*** DATA RECORDS ***
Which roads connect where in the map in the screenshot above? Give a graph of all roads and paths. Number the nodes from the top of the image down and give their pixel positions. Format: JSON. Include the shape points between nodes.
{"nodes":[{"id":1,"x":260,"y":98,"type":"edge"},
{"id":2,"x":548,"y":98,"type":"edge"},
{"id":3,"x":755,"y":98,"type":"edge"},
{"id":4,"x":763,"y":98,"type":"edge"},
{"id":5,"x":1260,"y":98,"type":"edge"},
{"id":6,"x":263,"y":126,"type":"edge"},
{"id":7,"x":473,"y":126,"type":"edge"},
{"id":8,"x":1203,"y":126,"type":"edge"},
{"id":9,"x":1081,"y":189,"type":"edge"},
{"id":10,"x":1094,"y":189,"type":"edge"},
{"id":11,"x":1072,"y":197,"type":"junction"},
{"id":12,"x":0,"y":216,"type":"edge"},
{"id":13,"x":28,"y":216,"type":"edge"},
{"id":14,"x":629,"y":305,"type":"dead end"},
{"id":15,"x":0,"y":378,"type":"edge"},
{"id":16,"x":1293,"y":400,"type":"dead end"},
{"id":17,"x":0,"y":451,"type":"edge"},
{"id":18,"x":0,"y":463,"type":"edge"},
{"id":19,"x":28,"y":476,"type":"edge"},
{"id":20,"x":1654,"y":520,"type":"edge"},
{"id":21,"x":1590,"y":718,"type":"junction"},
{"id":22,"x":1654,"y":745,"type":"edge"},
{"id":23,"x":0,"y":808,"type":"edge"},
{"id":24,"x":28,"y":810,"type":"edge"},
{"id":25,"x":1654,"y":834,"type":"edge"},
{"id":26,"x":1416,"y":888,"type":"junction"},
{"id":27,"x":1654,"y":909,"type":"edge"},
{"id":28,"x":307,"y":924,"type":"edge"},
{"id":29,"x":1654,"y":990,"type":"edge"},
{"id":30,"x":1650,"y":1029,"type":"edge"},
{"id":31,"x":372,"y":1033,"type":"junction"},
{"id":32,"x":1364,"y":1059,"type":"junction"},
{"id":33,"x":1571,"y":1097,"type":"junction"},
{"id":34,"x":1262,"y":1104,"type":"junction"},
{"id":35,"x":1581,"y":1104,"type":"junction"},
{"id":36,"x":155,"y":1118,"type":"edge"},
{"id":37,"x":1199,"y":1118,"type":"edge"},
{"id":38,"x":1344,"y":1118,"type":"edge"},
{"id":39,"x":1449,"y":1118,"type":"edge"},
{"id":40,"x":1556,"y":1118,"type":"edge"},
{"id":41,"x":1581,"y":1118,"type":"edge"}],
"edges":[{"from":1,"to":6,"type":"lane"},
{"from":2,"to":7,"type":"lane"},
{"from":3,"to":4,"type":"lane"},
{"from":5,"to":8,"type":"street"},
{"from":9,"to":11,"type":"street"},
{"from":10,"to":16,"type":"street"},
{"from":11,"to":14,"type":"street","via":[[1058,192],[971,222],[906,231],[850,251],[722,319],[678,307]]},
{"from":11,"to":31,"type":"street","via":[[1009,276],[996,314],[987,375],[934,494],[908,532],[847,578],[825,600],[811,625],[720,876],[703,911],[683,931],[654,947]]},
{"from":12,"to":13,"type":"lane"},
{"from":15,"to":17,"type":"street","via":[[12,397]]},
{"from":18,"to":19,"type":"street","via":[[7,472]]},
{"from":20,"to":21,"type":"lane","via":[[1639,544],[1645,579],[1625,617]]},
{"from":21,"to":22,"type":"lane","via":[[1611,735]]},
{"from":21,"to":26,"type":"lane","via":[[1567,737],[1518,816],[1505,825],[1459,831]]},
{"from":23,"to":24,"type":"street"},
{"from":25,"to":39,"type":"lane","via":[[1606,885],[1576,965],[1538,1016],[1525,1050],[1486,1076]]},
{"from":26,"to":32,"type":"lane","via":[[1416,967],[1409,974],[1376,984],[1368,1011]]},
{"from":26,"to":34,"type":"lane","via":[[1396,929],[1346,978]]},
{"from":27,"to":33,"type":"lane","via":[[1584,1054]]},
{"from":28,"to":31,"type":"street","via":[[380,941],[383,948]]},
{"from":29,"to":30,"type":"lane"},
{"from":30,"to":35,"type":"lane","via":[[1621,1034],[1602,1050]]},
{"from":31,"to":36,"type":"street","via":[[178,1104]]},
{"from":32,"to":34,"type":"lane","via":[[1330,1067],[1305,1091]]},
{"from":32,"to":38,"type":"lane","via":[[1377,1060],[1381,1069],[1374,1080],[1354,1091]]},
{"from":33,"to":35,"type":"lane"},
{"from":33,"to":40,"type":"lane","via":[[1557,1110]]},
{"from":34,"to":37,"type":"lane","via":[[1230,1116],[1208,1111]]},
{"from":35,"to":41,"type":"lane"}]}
*** End of DATA RECORDS ***
EXERCISE: Please repeat the data in full so that nothing differs from the original.

COMPLETED TASK:
Which roads connect where in the map in the screenshot above? Give a graph of all roads and paths. Number the nodes from the top of the image down and give their pixel positions. Format: JSON. Include the shape points between nodes.
{"nodes":[{"id":1,"x":260,"y":98,"type":"edge"},
{"id":2,"x":548,"y":98,"type":"edge"},
{"id":3,"x":755,"y":98,"type":"edge"},
{"id":4,"x":763,"y":98,"type":"edge"},
{"id":5,"x":1260,"y":98,"type":"edge"},
{"id":6,"x":263,"y":126,"type":"edge"},
{"id":7,"x":473,"y":126,"type":"edge"},
{"id":8,"x":1203,"y":126,"type":"edge"},
{"id":9,"x":1081,"y":189,"type":"edge"},
{"id":10,"x":1094,"y":189,"type":"edge"},
{"id":11,"x":1072,"y":197,"type":"junction"},
{"id":12,"x":0,"y":216,"type":"edge"},
{"id":13,"x":28,"y":216,"type":"edge"},
{"id":14,"x":629,"y":305,"type":"dead end"},
{"id":15,"x":0,"y":378,"type":"edge"},
{"id":16,"x":1293,"y":400,"type":"dead end"},
{"id":17,"x":0,"y":451,"type":"edge"},
{"id":18,"x":0,"y":463,"type":"edge"},
{"id":19,"x":28,"y":476,"type":"edge"},
{"id":20,"x":1654,"y":520,"type":"edge"},
{"id":21,"x":1590,"y":718,"type":"junction"},
{"id":22,"x":1654,"y":745,"type":"edge"},
{"id":23,"x":0,"y":808,"type":"edge"},
{"id":24,"x":28,"y":810,"type":"edge"},
{"id":25,"x":1654,"y":834,"type":"edge"},
{"id":26,"x":1416,"y":888,"type":"junction"},
{"id":27,"x":1654,"y":909,"type":"edge"},
{"id":28,"x":307,"y":924,"type":"edge"},
{"id":29,"x":1654,"y":990,"type":"edge"},
{"id":30,"x":1650,"y":1029,"type":"edge"},
{"id":31,"x":372,"y":1033,"type":"junction"},
{"id":32,"x":1364,"y":1059,"type":"junction"},
{"id":33,"x":1571,"y":1097,"type":"junction"},
{"id":34,"x":1262,"y":1104,"type":"junction"},
{"id":35,"x":1581,"y":1104,"type":"junction"},
{"id":36,"x":155,"y":1118,"type":"edge"},
{"id":37,"x":1199,"y":1118,"type":"edge"},
{"id":38,"x":1344,"y":1118,"type":"edge"},
{"id":39,"x":1449,"y":1118,"type":"edge"},
{"id":40,"x":1556,"y":1118,"type":"edge"},
{"id":41,"x":1581,"y":1118,"type":"edge"}],
"edges":[{"from":1,"to":6,"type":"lane"},
{"from":2,"to":7,"type":"lane"},
{"from":3,"to":4,"type":"lane"},
{"from":5,"to":8,"type":"street"},
{"from":9,"to":11,"type":"street"},
{"from":10,"to":16,"type":"street"},
{"from":11,"to":14,"type":"street","via":[[1058,192],[971,222],[906,231],[850,251],[722,319],[678,307]]},
{"from":11,"to":31,"type":"street","via":[[1009,276],[996,314],[987,375],[934,494],[908,532],[847,578],[825,600],[811,625],[720,876],[703,911],[683,931],[654,947]]},
{"from":12,"to":13,"type":"lane"},
{"from":15,"to":17,"type":"street","via":[[12,397]]},
{"from":18,"to":19,"type":"street","via":[[7,472]]},
{"from":20,"to":21,"type":"lane","via":[[1639,544],[1645,579],[1625,617]]},
{"from":21,"to":22,"type":"lane","via":[[1611,735]]},
{"from":21,"to":26,"type":"lane","via":[[1567,737],[1518,816],[1505,825],[1459,831]]},
{"from":23,"to":24,"type":"street"},
{"from":25,"to":39,"type":"lane","via":[[1606,885],[1576,965],[1538,1016],[1525,1050],[1486,1076]]},
{"from":26,"to":32,"type":"lane","via":[[1416,967],[1409,974],[1376,984],[1368,1011]]},
{"from":26,"to":34,"type":"lane","via":[[1396,929],[1346,978]]},
{"from":27,"to":33,"type":"lane","via":[[1584,1054]]},
{"from":28,"to":31,"type":"street","via":[[380,941],[383,948]]},
{"from":29,"to":30,"type":"lane"},
{"from":30,"to":35,"type":"lane","via":[[1621,1034],[1602,1050]]},
{"from":31,"to":36,"type":"street","via":[[178,1104]]},
{"from":32,"to":34,"type":"lane","via":[[1330,1067],[1305,1091]]},
{"from":32,"to":38,"type":"lane","via":[[1377,1060],[1381,1069],[1374,1080],[1354,1091]]},
{"from":33,"to":35,"type":"lane"},
{"from":33,"to":40,"type":"lane","via":[[1557,1110]]},
{"from":34,"to":37,"type":"lane","via":[[1230,1116],[1208,1111]]},
{"from":35,"to":41,"type":"lane"}]}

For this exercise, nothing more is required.